ATTESTATION SUR L’HORREUR

De cette période caractérisée par le fait que nous avons – un peu plus encore que d’habitude – tout ignoré de notre avenir et du terme de nos maux immédiats, la première phase est terminée. Non qu’on ait cessé de mourir dans les services de réanimation ou que le virus ne circule plus (ce serait plutôt le contraire), mais ce que j’appellerai la phase de premier confinement est close. À défaut de pavoiser, on peut tenter un bilan d’étape.
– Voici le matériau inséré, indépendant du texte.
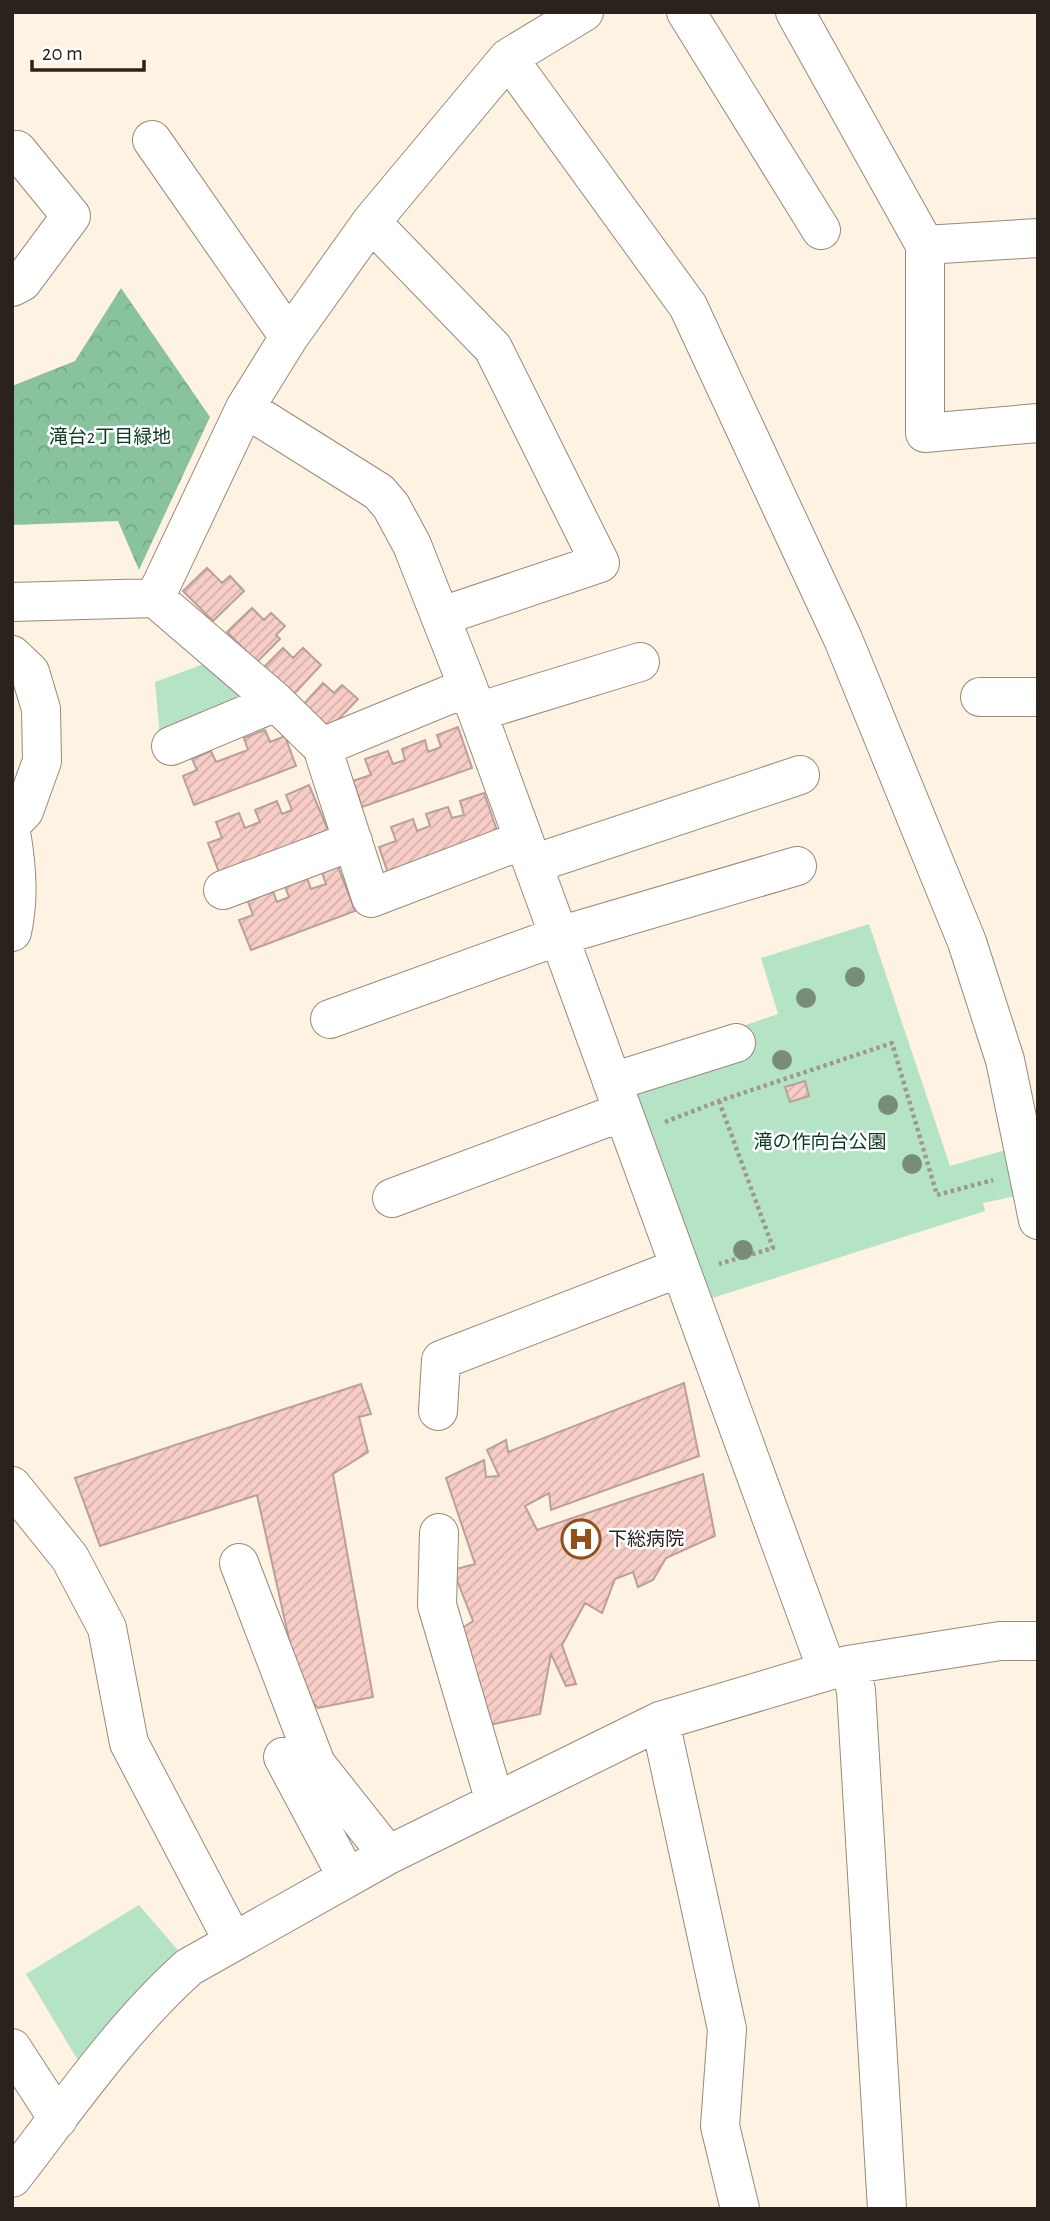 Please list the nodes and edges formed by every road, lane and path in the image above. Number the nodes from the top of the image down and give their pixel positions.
1 (584, 12) edge
2 (686, 12) edge
3 (795, 12) edge
4 (508, 58) junction
5 (152, 140) dead end
6 (17, 150) dead end
7 (371, 222) junction
8 (821, 230) dead end
9 (1038, 237) edge
10 (925, 245) junction
11 (12, 287) edge
12 (289, 337) junction
13 (245, 408) junction
14 (1038, 423) edge
15 (155, 598) junction
16 (12, 602) edge
17 (442, 616) junction
18 (12, 655) edge
19 (640, 662) dead end
20 (980, 696) dead end
21 (1038, 697) edge
22 (472, 699) junction
23 (276, 702) junction
24 (171, 746) dead end
25 (322, 747) junction
26 (800, 775) dead end
27 (12, 823) edge
28 (12, 838) edge
29 (353, 841) junction
30 (528, 852) junction
31 (797, 866) dead end
32 (223, 890) dead end
33 (12, 932) edge
34 (559, 936) junction
35 (330, 1019) dead end
36 (736, 1043) dead end
37 (719, 1101) junction
38 (622, 1109) junction
39 (392, 1198) dead end
40 (1034, 1199) edge
41 (681, 1272) junction
42 (438, 1411) dead end
43 (12, 1486) edge
44 (439, 1533) dead end
45 (239, 1563) dead end
46 (1038, 1640) edge
47 (837, 1668) junction
48 (660, 1721) junction
49 (283, 1757) dead end
50 (495, 1802) junction
51 (388, 1855) junction
52 (348, 1877) junction
53 (233, 1941) junction
54 (12, 2048) edge
55 (58, 2119) junction
56 (12, 2178) edge
57 (740, 2209) edge
58 (887, 2209) edge

1 - 4 street
2 - 8 street
3 - 10 street
4 - 7 street
4 - 40 street
5 - 12 street
6 - 11 street
7 - 12 street
7 - 17 street
9 - 10 street
10 - 14 street
12 - 13 street
13 - 15 street
13 - 17 street
15 - 16 street
15 - 23 street
17 - 22 street
18 - 27 street
19 - 22 street
20 - 21 street
22 - 25 street
22 - 30 street
23 - 24 street
23 - 25 street
25 - 29 street
26 - 30 street
28 - 33 street
29 - 30 street
29 - 32 street
30 - 34 street
31 - 34 street
34 - 35 street
34 - 38 street
36 - 38 street
37 - 38 path
37 - 40 path
37 - 41 path
38 - 39 street
38 - 41 street
41 - 42 street
41 - 47 street
43 - 53 street
44 - 50 street
45 - 51 street
46 - 47 street
47 - 48 street
47 - 58 street
48 - 50 street
48 - 57 street
49 - 52 street
50 - 51 street
51 - 52 street
52 - 53 street
53 - 55 street
54 - 55 street
55 - 56 street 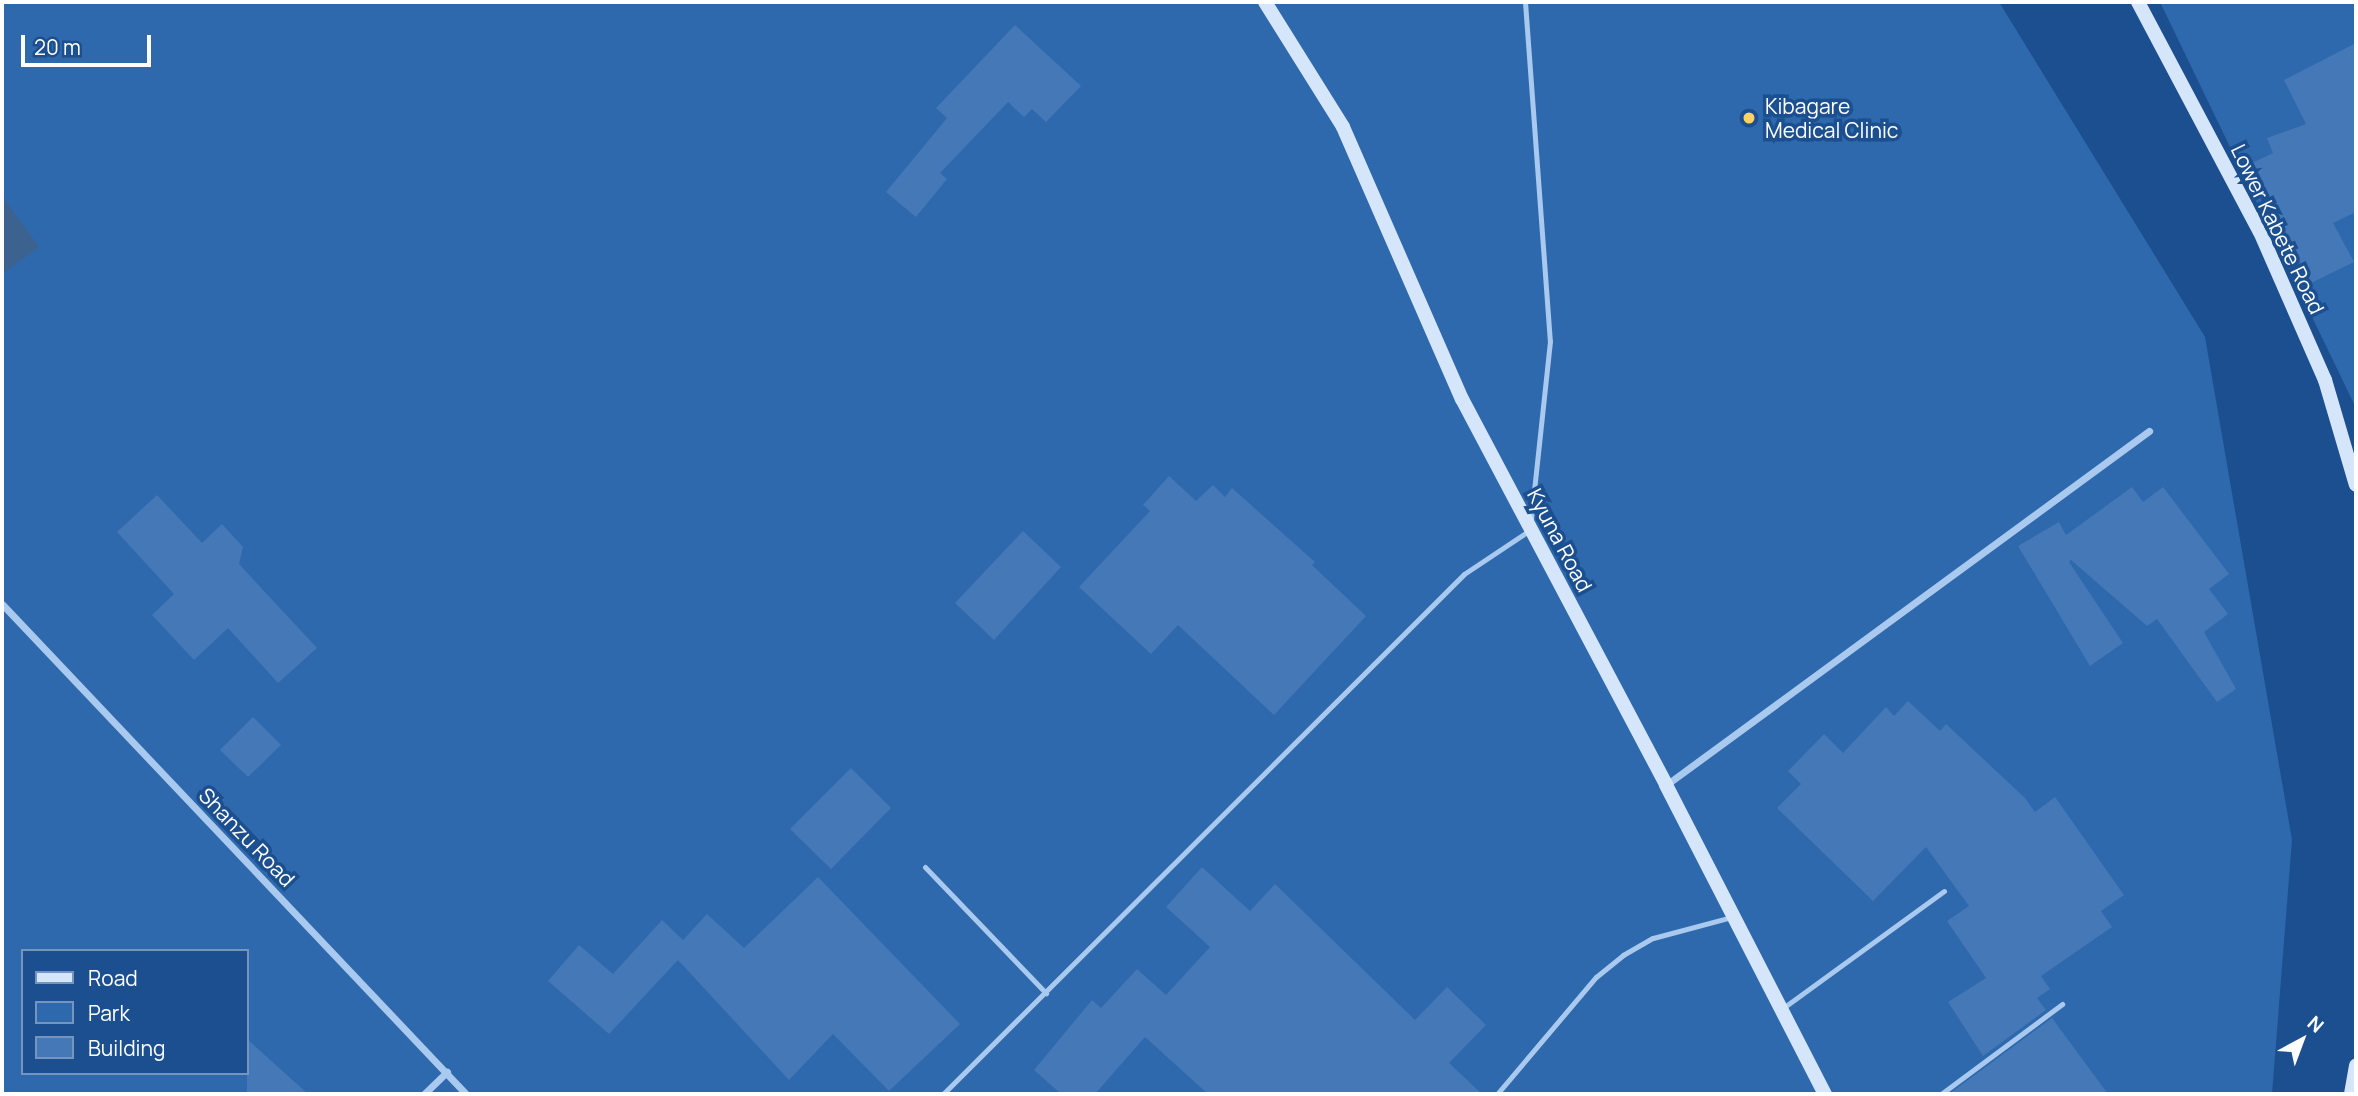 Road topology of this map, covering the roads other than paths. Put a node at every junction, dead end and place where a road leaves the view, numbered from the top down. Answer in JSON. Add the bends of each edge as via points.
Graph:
{"nodes":[{"id":1,"x":1265,"y":2,"type":"edge"},
{"id":2,"x":1525,"y":2,"type":"edge"},
{"id":3,"x":2138,"y":2,"type":"edge"},
{"id":4,"x":2149,"y":431,"type":"dead end"},
{"id":5,"x":2356,"y":485,"type":"edge"},
{"id":6,"x":1530,"y":530,"type":"junction"},
{"id":7,"x":2,"y":604,"type":"edge"},
{"id":8,"x":1666,"y":785,"type":"junction"},
{"id":9,"x":925,"y":867,"type":"dead end"},
{"id":10,"x":1944,"y":891,"type":"dead end"},
{"id":11,"x":1734,"y":917,"type":"junction"},
{"id":12,"x":1046,"y":993,"type":"junction"},
{"id":13,"x":2062,"y":1004,"type":"dead end"},
{"id":14,"x":1780,"y":1010,"type":"junction"},
{"id":15,"x":2356,"y":1065,"type":"edge"},
{"id":16,"x":447,"y":1072,"type":"junction"},
{"id":17,"x":424,"y":1094,"type":"edge"},
{"id":18,"x":466,"y":1094,"type":"edge"},
{"id":19,"x":943,"y":1094,"type":"edge"},
{"id":20,"x":1497,"y":1094,"type":"edge"},
{"id":21,"x":1825,"y":1094,"type":"edge"},
{"id":22,"x":1941,"y":1094,"type":"edge"},
{"id":23,"x":2351,"y":1094,"type":"edge"}],
"edges":[{"from":1,"to":6,"type":"main road","name":"Kyuna Road","via":[[1343,127],[1462,399]]},
{"from":2,"to":6,"type":"lane","via":[[1550,341]]},
{"from":3,"to":5,"type":"main road","name":"Lower Kabete Road","via":[[2260,232],[2325,380]]},
{"from":4,"to":8,"type":"street"},
{"from":6,"to":8,"type":"main road","name":"Kyuna Road"},
{"from":6,"to":12,"type":"lane","via":[[1464,574]]},
{"from":7,"to":16,"type":"street","name":"Shanzu Road"},
{"from":8,"to":11,"type":"main road","name":"Kyuna Road"},
{"from":9,"to":12,"type":"lane"},
{"from":10,"to":14,"type":"lane"},
{"from":11,"to":14,"type":"main road","name":"Kyuna Road"},
{"from":11,"to":20,"type":"lane","via":[[1653,938],[1623,955],[1596,977]]},
{"from":12,"to":19,"type":"lane"},
{"from":13,"to":22,"type":"lane"},
{"from":14,"to":21,"type":"main road","name":"Kyuna Road"},
{"from":15,"to":23,"type":"main road"},
{"from":16,"to":17,"type":"street"},
{"from":16,"to":18,"type":"street","name":"Shanzu Road"}]} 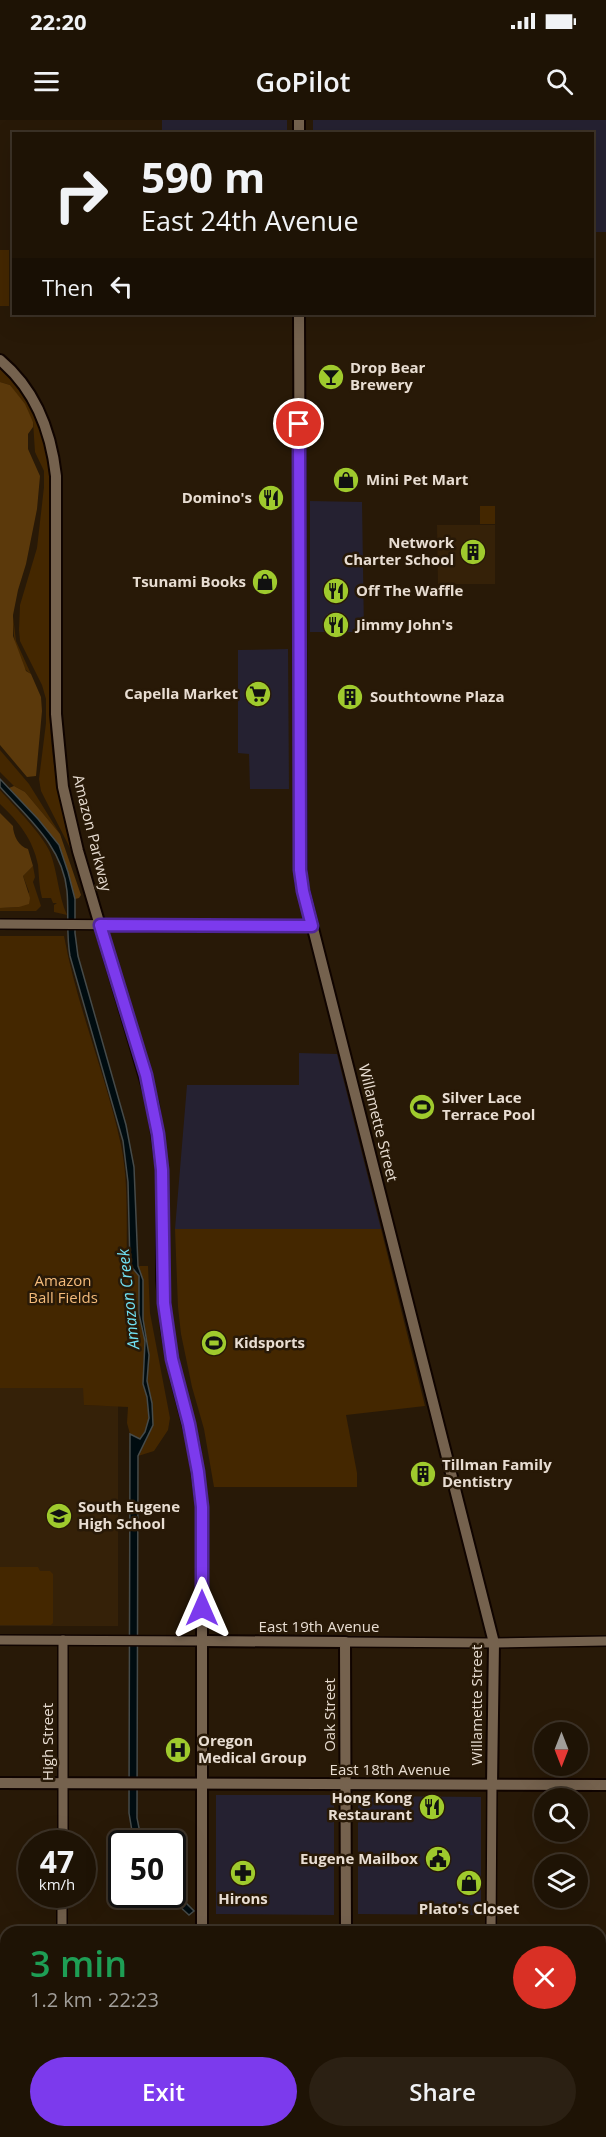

Lors de récentes catastrophes – tremblements de terre par exemple – disons dans les quarante dernières années, l’inventivité, la solidarité et l’efficacité populaires se sont régulièrement manifestées. La caractéristique de ces situations était la disparition temporaire de l’État, soit effet de sidération, soit conséquence d’incompétences, soit éloignement des théâtres de catastrophes, soit combinaison de plusieurs de ces facteurs. La pandémie actuelle se caractérise, au contraire, par un renforcement de l’État et de ses moyens policiers et militaires. Dans un premier temps, sauf en de rares lieux, les entreprises de solidarité ont rencontré d’importantes difficultés (par ex. la fermeture des marchés, sur lesquels les militant·e·s faisaient de la récupération de nourriture). J’ignore si certaines initiatives (Besançon par ex.) ont pu se maintenir. Dans un second temps, les tracasseries policières ont tenté de les contrecarrer (Marseille, Montreuil). Malgré tout, la solidarité de subsistance a été pratiquée (Tanneries à Dijon, Mac Do réquisitionné à Marseille). Ce qui était auparavant le fait soit d’organisations caritatives classiques, anciennes ou plus récentes (Secours populaire, Restaurants du cœur) soit de petits groupes locaux (souvent végans) a acquis plus largement des lettres de noblesse militante. Cela n’entraîne pas que la critique – au sens de contribution à une élaboration collective – de telles pratiques ne doit pas être menée (comme elle devrait l’être à propos du soutien aux sans-papiers victimes de la machine à expulser). Mais disons qu’une période de cette nature a ramené au premier plan le constat de bon sens que pour être en mesure de se livrer à des activités communes plus élevées, il est indispensable de d’abord survivre.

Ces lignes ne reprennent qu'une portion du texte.